I’m not saying my taxes should be lower, I’m just saying that seeing the tradeoff first hand has at least educated me that there is a tradeoff.
“We dare not tempt them with weakness” - JFK
We all share the goal of less war, less bloodshed, and more peace on Earth. Let’s start there. Advocating a strong military does not by itself mean that you’re somehow more accepting of tragedy.
The argument is about the means to an end, not the end itself, and I believe that American military superiority – as overwhelmingly dominant as we can sustain for as long as we can sustain it – is the best path for peace. We can’t just wish war away, because not everyone will wish along with us.
I explained this in a different post, but the bottom line is that America is a big country. There is a lot of stuff that we don’t agree on, like health care. Why should we have to? We have states for a reason – let’s use them! Let Utah have a conservative system and Massachusetts have a liberal system.

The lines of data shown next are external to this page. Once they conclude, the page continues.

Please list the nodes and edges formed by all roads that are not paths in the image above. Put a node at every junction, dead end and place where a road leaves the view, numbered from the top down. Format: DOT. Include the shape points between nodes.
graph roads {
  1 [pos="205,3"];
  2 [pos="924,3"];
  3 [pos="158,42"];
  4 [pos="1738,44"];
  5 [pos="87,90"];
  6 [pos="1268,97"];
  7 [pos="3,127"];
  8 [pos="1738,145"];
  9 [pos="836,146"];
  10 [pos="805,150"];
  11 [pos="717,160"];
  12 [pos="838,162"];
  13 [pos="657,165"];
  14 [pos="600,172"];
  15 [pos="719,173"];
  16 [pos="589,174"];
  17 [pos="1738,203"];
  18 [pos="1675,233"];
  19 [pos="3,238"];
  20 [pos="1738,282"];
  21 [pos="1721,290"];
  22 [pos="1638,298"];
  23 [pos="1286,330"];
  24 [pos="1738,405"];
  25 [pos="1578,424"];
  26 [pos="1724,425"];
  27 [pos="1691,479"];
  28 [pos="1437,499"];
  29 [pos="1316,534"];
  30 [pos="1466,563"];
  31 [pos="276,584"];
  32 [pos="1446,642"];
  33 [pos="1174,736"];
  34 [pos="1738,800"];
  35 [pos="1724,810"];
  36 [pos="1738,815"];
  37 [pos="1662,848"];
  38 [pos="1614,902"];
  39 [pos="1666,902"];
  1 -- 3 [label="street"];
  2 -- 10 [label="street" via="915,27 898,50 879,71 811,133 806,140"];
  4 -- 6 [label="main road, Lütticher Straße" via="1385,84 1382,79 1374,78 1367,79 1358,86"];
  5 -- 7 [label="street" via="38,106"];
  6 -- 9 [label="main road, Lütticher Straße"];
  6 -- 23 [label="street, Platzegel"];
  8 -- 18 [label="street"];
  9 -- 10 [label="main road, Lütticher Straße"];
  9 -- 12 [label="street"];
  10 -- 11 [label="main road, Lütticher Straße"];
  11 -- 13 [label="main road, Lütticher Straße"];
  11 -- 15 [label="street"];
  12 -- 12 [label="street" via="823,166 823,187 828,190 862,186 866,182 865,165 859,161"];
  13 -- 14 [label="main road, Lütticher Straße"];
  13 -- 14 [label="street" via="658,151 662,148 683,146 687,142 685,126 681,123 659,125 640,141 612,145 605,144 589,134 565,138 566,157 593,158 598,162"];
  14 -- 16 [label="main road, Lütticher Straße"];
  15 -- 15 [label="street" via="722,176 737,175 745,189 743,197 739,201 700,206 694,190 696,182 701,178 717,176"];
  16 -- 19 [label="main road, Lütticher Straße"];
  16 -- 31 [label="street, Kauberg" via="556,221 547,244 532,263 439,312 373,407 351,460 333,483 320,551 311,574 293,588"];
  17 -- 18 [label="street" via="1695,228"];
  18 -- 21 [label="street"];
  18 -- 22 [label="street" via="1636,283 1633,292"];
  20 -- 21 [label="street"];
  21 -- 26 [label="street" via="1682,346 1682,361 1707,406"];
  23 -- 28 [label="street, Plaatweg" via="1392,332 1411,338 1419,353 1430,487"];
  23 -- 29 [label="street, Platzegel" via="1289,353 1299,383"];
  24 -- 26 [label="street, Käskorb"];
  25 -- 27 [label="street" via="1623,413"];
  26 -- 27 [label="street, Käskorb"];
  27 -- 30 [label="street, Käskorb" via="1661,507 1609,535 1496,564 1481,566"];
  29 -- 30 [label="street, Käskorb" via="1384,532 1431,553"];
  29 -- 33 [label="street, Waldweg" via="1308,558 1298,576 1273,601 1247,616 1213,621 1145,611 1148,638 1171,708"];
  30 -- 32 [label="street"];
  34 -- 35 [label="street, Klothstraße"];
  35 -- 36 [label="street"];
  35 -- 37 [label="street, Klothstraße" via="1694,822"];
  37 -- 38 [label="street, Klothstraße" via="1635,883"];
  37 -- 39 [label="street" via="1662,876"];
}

One issue is that the size of the federal government (see above) gives states less wiggle room to do their own thing. Any expansion of state power would come on top of the federal government. I don’t think that the absolute size of the federal government should change, but I do think that many of its functions should move to the state level. As I wrote previously I think that this – in the past and currently – has unfortunately been tightly integrated with racism and civil rights, so consider everything I write above to be modulo that proviso.
The other thing to consider is that with more local control we truly have a domestic government that is antifragile. Uncertainty and random variation, in this case, is our friend. To the extent that something works in Idaho, people can vote with their feet or vote in the normal sense. With a powerful federal government, it’s the opposite case. We have one shot on goal.